[Problem requirements] After checking the listing below, say how many of its lines contain the string "Lebanon". Only the number is needed.

[Entries provided]
====

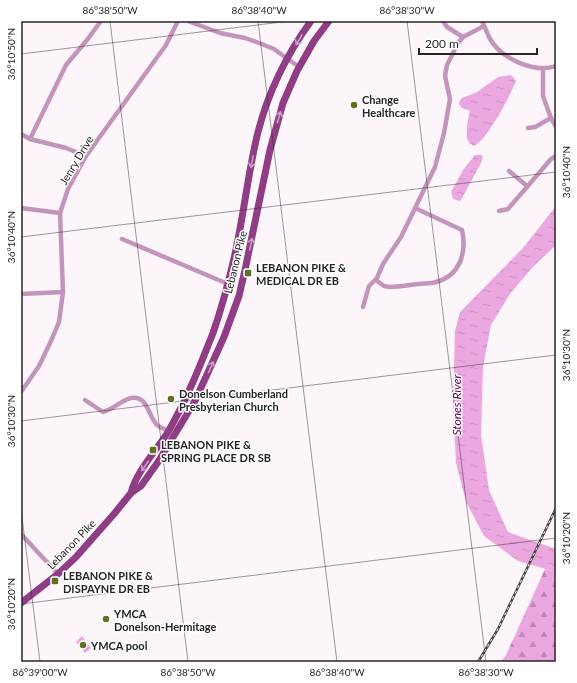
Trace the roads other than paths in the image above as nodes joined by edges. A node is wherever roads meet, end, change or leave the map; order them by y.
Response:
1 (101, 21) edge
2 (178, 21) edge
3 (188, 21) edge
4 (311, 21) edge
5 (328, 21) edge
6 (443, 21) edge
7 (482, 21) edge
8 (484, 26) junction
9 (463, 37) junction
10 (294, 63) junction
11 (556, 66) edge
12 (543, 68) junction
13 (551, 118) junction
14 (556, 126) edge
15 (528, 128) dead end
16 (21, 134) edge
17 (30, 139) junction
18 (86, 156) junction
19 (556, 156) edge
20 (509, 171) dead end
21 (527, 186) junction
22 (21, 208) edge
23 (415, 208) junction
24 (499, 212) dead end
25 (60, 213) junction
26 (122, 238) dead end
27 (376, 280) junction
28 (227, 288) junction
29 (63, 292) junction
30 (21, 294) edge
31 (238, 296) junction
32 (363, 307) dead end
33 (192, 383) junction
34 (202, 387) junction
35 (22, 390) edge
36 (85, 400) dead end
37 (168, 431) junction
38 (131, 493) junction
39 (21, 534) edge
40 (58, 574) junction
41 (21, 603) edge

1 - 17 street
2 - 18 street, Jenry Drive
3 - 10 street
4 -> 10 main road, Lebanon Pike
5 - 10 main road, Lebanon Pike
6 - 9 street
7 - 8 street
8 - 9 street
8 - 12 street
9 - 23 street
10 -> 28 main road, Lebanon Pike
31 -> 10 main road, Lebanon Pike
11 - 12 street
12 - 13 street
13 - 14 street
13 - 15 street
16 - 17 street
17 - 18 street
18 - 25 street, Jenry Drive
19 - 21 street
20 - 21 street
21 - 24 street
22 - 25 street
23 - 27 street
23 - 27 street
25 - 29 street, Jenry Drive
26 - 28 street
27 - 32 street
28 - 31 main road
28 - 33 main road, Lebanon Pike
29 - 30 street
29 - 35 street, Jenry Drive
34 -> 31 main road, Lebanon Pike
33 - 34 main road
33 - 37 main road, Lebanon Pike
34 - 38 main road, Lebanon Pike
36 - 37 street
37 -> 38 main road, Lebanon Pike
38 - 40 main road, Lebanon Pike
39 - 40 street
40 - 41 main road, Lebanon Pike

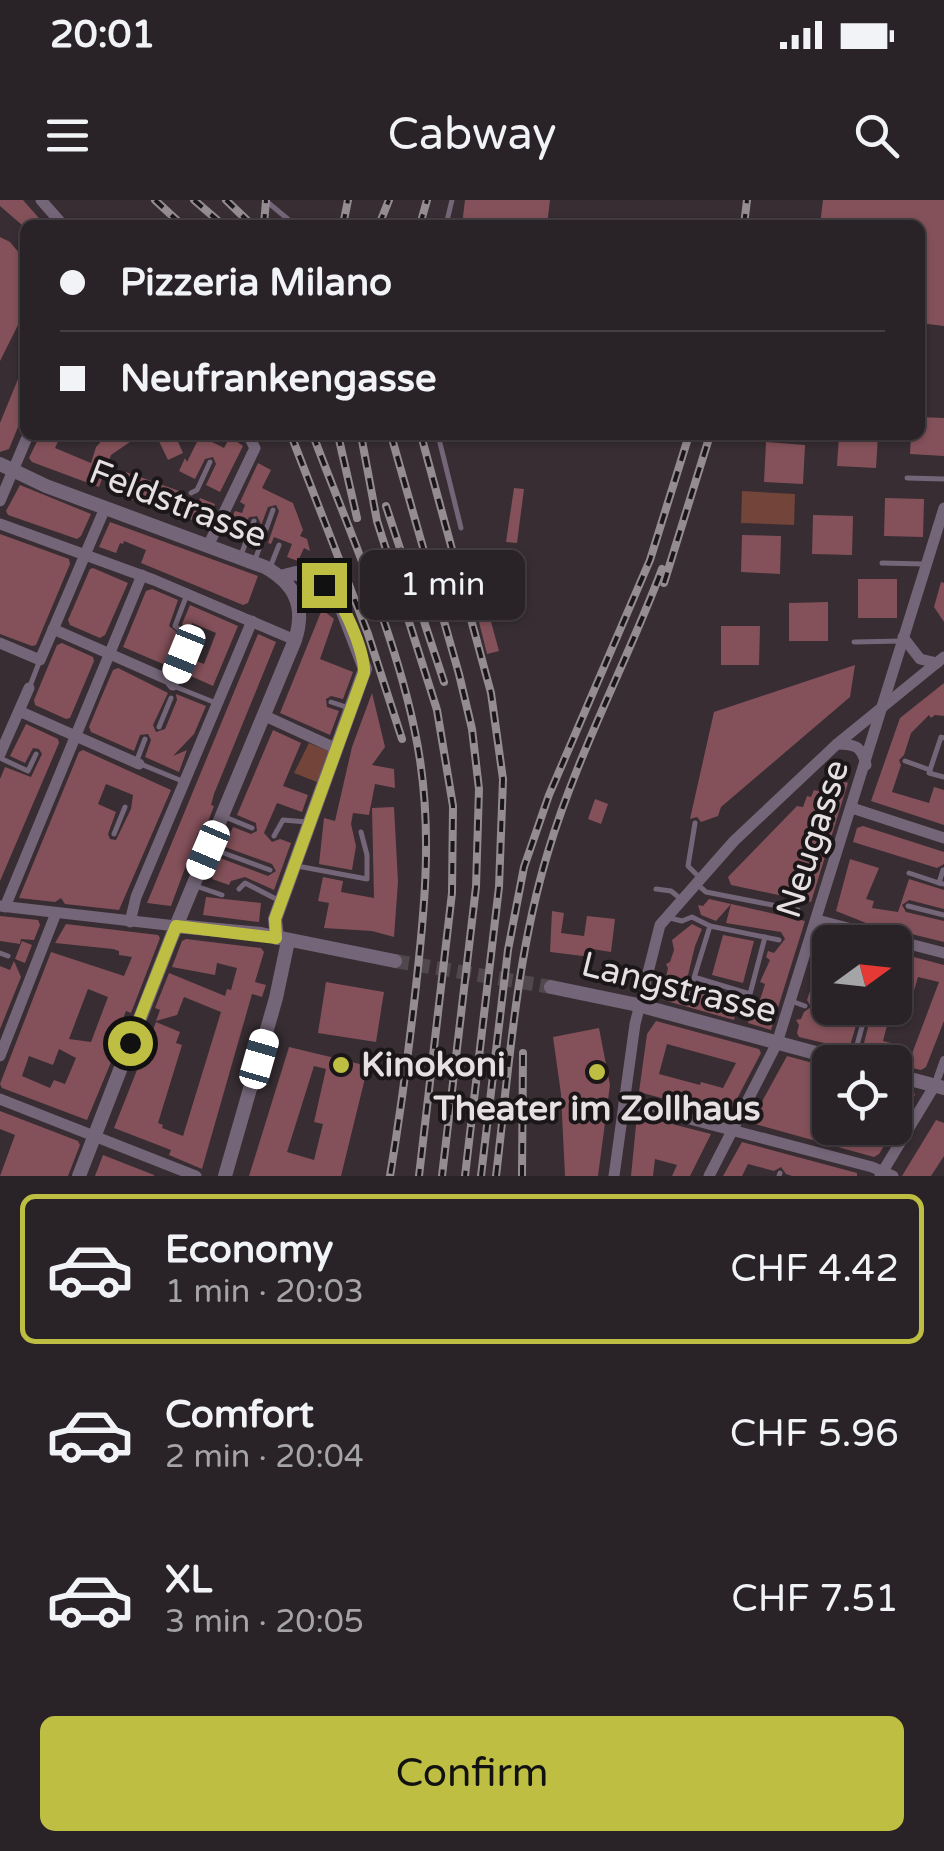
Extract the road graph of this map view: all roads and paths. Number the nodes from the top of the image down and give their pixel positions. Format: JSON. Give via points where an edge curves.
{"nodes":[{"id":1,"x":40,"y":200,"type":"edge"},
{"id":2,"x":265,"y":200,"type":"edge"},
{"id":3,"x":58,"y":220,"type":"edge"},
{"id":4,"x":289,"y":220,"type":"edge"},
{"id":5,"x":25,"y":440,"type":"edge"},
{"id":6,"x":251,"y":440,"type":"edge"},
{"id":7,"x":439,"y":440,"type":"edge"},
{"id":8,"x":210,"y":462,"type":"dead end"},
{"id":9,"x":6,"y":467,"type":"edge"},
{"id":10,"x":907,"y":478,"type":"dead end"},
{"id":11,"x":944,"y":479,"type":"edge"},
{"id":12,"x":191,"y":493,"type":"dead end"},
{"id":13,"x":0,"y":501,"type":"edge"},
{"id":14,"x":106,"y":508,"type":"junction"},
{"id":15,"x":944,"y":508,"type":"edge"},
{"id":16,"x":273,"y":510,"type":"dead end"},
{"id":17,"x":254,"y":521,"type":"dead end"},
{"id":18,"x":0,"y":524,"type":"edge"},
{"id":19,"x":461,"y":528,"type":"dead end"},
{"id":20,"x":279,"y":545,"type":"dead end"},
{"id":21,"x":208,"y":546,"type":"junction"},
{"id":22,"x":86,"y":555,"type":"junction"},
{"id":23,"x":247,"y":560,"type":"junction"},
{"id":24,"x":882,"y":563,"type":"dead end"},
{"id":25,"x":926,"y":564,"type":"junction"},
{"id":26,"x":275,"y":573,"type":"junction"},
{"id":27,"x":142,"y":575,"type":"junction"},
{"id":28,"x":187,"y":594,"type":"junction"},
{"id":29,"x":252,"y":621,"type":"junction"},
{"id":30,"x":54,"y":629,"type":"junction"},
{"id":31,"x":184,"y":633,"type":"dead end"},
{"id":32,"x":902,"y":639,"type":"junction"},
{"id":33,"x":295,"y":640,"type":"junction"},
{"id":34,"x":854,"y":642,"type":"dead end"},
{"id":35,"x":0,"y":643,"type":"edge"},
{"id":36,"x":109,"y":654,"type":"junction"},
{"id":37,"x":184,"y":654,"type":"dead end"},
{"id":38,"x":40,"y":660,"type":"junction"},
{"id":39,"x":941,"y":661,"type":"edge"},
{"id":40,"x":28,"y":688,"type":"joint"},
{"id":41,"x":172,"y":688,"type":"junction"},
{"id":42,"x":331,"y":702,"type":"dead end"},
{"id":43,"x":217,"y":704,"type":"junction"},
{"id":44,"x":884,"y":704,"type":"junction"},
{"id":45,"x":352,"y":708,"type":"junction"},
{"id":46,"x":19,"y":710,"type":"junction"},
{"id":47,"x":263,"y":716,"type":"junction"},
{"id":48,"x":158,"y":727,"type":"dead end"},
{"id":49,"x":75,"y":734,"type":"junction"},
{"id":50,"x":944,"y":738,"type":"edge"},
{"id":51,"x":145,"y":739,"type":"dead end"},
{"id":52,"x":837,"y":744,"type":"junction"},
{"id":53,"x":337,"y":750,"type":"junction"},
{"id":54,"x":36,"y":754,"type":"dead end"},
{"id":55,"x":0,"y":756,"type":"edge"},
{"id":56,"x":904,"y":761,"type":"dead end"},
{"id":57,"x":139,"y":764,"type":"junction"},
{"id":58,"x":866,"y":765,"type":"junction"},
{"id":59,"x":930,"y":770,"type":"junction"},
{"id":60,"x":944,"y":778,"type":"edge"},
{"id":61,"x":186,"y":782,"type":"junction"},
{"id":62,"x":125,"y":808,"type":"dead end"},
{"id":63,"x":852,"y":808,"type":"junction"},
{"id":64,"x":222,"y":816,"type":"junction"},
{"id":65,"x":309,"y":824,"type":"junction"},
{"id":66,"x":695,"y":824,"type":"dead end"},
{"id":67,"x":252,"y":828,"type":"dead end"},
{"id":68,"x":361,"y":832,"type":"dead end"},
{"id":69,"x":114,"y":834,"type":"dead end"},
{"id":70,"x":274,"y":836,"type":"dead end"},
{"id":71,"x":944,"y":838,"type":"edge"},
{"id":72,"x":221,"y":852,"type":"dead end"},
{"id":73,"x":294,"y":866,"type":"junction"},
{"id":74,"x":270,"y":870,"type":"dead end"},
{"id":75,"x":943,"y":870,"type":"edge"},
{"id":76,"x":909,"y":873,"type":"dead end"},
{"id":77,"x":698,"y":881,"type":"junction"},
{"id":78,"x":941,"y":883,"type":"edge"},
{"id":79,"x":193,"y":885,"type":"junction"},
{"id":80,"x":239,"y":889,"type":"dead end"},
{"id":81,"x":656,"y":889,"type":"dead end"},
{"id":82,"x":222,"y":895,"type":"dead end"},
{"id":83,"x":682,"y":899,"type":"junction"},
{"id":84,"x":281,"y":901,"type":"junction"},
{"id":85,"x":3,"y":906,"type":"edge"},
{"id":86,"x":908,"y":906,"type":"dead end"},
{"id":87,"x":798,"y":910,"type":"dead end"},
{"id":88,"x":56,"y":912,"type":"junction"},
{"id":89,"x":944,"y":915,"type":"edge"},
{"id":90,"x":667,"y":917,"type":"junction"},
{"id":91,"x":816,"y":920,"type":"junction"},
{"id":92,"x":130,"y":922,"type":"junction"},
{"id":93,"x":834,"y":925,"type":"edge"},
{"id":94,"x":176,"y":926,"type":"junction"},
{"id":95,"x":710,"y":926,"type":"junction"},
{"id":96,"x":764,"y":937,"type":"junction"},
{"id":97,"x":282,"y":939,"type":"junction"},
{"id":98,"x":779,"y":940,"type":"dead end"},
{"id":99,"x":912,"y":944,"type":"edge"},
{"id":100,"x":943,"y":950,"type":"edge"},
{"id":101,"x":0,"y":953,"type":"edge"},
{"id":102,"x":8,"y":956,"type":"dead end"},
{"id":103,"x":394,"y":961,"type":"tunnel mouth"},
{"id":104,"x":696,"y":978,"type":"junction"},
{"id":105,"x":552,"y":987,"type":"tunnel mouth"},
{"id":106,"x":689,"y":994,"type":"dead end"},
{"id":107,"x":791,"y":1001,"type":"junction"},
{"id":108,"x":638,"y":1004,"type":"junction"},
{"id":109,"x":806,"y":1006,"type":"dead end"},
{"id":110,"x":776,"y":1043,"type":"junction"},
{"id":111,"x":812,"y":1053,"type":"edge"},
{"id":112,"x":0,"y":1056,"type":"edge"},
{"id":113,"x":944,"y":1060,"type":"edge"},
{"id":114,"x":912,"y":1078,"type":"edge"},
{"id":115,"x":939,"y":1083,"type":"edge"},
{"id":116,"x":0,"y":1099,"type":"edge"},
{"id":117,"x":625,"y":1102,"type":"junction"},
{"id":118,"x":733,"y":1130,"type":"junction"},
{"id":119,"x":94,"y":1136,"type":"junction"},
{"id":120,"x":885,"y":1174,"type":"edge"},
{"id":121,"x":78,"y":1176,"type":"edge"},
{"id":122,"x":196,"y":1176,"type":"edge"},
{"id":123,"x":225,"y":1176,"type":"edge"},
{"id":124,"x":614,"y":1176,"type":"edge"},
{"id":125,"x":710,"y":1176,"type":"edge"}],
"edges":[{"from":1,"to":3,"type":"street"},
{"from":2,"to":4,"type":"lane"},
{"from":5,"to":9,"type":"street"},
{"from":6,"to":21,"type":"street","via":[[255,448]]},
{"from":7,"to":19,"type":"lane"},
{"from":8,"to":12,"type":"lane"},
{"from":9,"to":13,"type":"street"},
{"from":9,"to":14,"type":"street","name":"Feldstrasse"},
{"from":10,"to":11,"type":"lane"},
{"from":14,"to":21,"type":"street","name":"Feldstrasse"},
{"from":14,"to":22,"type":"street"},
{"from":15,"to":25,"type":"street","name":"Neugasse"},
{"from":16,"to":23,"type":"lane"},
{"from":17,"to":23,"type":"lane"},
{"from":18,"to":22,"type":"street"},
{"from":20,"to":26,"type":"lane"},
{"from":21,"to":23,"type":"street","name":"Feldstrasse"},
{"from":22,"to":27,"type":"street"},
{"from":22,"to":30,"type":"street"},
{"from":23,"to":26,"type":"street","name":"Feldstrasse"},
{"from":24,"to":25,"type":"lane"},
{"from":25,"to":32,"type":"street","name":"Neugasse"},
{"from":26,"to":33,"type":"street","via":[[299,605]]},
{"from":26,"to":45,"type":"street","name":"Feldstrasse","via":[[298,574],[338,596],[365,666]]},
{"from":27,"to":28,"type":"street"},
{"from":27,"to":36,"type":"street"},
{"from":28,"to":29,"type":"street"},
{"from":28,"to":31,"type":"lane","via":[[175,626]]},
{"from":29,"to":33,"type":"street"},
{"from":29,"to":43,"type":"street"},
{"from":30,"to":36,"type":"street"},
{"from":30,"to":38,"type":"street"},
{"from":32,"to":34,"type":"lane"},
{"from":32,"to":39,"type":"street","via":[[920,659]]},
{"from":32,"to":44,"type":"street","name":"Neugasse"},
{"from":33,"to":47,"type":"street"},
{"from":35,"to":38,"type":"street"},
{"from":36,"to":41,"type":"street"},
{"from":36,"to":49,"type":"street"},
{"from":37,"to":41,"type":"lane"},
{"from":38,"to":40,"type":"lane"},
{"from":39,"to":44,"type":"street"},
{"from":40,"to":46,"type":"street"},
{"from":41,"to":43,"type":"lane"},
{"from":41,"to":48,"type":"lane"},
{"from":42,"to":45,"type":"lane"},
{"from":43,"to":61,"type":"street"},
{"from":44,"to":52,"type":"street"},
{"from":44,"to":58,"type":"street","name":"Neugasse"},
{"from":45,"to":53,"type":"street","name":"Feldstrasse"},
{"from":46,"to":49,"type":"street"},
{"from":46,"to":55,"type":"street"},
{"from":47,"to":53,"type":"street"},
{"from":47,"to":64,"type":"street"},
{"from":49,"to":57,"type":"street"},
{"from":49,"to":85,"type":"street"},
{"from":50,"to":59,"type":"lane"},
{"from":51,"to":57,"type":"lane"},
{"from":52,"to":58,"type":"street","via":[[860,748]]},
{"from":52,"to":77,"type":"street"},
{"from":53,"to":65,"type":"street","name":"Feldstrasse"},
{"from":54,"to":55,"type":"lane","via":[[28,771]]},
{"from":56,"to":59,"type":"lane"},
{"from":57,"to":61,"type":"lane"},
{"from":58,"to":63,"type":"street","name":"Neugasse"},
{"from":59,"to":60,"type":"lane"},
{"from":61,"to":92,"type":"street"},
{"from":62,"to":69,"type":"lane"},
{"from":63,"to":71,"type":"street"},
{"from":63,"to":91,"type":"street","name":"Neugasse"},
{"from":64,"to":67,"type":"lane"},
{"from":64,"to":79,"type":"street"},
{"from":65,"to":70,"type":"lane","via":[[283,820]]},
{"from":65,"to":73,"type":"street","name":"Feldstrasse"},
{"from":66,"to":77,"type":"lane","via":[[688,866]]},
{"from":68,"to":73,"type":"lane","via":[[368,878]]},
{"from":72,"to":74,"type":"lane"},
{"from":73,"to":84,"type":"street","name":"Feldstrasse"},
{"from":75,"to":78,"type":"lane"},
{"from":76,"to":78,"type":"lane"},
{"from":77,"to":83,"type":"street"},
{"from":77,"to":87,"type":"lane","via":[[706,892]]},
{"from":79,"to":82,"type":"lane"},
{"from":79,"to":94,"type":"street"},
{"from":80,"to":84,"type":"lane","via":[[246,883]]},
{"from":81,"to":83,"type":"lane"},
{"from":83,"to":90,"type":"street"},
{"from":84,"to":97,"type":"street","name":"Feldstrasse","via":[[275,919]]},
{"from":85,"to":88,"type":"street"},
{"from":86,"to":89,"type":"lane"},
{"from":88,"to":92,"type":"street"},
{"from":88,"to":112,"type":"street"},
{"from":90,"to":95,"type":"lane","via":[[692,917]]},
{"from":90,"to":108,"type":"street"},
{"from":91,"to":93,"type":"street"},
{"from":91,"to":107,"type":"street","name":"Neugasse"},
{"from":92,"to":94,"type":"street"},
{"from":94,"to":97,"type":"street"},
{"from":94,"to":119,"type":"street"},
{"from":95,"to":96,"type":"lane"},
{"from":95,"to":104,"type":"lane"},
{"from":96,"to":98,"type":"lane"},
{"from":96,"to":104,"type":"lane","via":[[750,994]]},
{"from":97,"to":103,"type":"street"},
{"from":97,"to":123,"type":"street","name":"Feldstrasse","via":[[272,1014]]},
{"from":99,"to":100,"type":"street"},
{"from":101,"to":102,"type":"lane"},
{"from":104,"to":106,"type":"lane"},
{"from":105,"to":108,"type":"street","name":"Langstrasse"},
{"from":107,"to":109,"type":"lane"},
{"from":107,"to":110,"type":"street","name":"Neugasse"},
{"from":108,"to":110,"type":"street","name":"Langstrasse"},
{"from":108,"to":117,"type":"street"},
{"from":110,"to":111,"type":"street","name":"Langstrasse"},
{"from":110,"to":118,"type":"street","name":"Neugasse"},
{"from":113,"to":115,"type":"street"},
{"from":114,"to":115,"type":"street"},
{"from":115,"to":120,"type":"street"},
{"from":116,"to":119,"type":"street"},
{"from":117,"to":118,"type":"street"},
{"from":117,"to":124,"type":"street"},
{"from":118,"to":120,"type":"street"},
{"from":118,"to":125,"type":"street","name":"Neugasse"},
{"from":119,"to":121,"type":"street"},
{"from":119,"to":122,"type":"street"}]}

====

[Finished exercise] 11